A new era for epigenetic epidemiology

Authors: GUNASEKARA, CHATHURA - Children'S Nutrition Research Center (CNRC); WATERLAND, ROBERT - Children'S Nutrition Research Center (CNRC)

Submitted to: Epigenomics
Publication Type: Other
Publication Acceptance Date: 10/7/2019
Publication Date: 11/15/2019
Citation: Gunasekara, C.J., Waterland, R.A. 2019. A new era for epigenetic epidemiology. Epigenomics. 11(15):1647-1649. https://doi.org/10.2217/epi-2019-0282.
DOI: https://doi.org/10.2217/epi-2019-0282

Interpretive Summary:

Technical Abstract: Methylation of CpG dinucleotides is a mitotically heritable and highly stable epigenetic mechanism fundamental to cellular differentiation. Establishment of cell type-specific DNA methylation occurs throughout embryonic, fetal and early postnatal development, and stably regulates gene expression potential throughout life. The ability of DNA methylation to stably regulate gene expression makes epigenetic and genetic etiology of disease equally plausible.
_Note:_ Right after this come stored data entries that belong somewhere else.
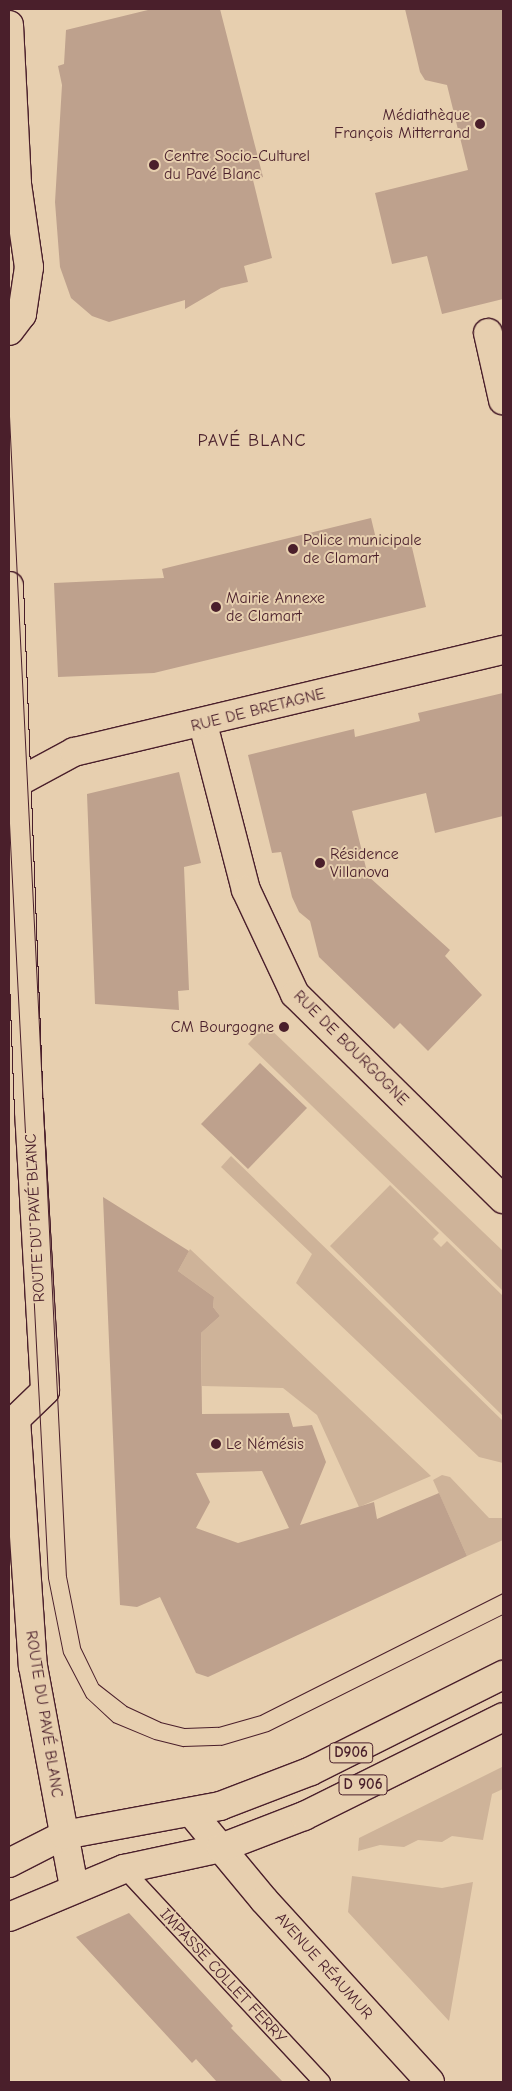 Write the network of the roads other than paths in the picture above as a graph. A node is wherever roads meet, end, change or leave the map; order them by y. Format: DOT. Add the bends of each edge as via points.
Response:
graph roads {
  1 [pos="9,25"];
  2 [pos="10,61"];
  3 [pos="9,331"];
  4 [pos="488,333"];
  5 [pos="503,400"];
  6 [pos="9,586"];
  7 [pos="503,650"];
  8 [pos="203,724"];
  9 [pos="13,785"];
  10 [pos="503,1198"];
  11 [pos="12,1418"];
  12 [pos="503,1675"];
  13 [pos="503,1717"];
  14 [pos="191,1812"];
  15 [pos="64,1835"];
  16 [pos="221,1848"];
  17 [pos="9,1863"];
  18 [pos="124,1869"];
  19 [pos="74,1888"];
  20 [pos="9,1917"];
  21 [pos="322,2082"];
  22 [pos="430,2082"];
  1 -- 2 [label="main road"];
  2 -- 3 [label="main road" via="17,184 29,268 22,314"];
  4 -- 5 [label="main road"];
  6 -- 9 [label="main road, ROUTE DU PAVÉ BLANC"];
  7 -- 8 [label="main road, RUE DE BRETAGNE"];
  8 -- 9 [label="main road, RUE DE BRETAGNE" via="74,752"];
  8 -- 10 [label="main road, RUE DE BOURGOGNE" via="246,890 295,994"];
  9 -- 11 [label="main road, ROUTE DU PAVÉ BLANC" via="45,1391"];
  11 -- 15 [label="main road, ROUTE DU PAVÉ BLANC" via="33,1666"];
  12 -- 14 [label="main road, D906" via="327,1765 220,1806"];
  13 -- 16 [label="main road, D 906" via="304,1816"];
  14 -- 15 [label="main road, D906"];
  14 -- 16 [label="main road, AVENUE RÉAUMUR"];
  15 -- 17 [label="main road"];
  15 -- 19 [label="main road, ROUTE DU PAVÉ BLANC"];
  16 -- 18 [label="main road, D 906"];
  16 -- 22 [label="main road, AVENUE RÉAUMUR" via="264,1900"];
  18 -- 19 [label="main road, D 906"];
  18 -- 21 [label="lane, IMPASSE COLLET FERRY"];
  19 -- 20 [label="main road, D 906"];
}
Accordingly, since the first published use of the term in 2004, there has been growing interest in the field of epigenetic epidemiology, defined as the study of the associations between interindividual epigenetic variation and risk of disease. Because of its long-term stability and ability to be assayed in minute quantities of DNA, nearly all epigenetic epidemiologic studies have focused on CpG methylation. Compared with genetic epidemiology, epigenetic epidemiology presents major challenges. The inherent cell-type specificity of DNA methylationmeans that we cannot generally 'epigenotype' an individual using peripheral blood DNA, complicating large-scale population studies of most human diseases. Also, even when the 'tissue of interest' can be obtained (in a case-control design, for example), the disease process itself can induce epigenetic changes, compromising the ability to draw causal inferences.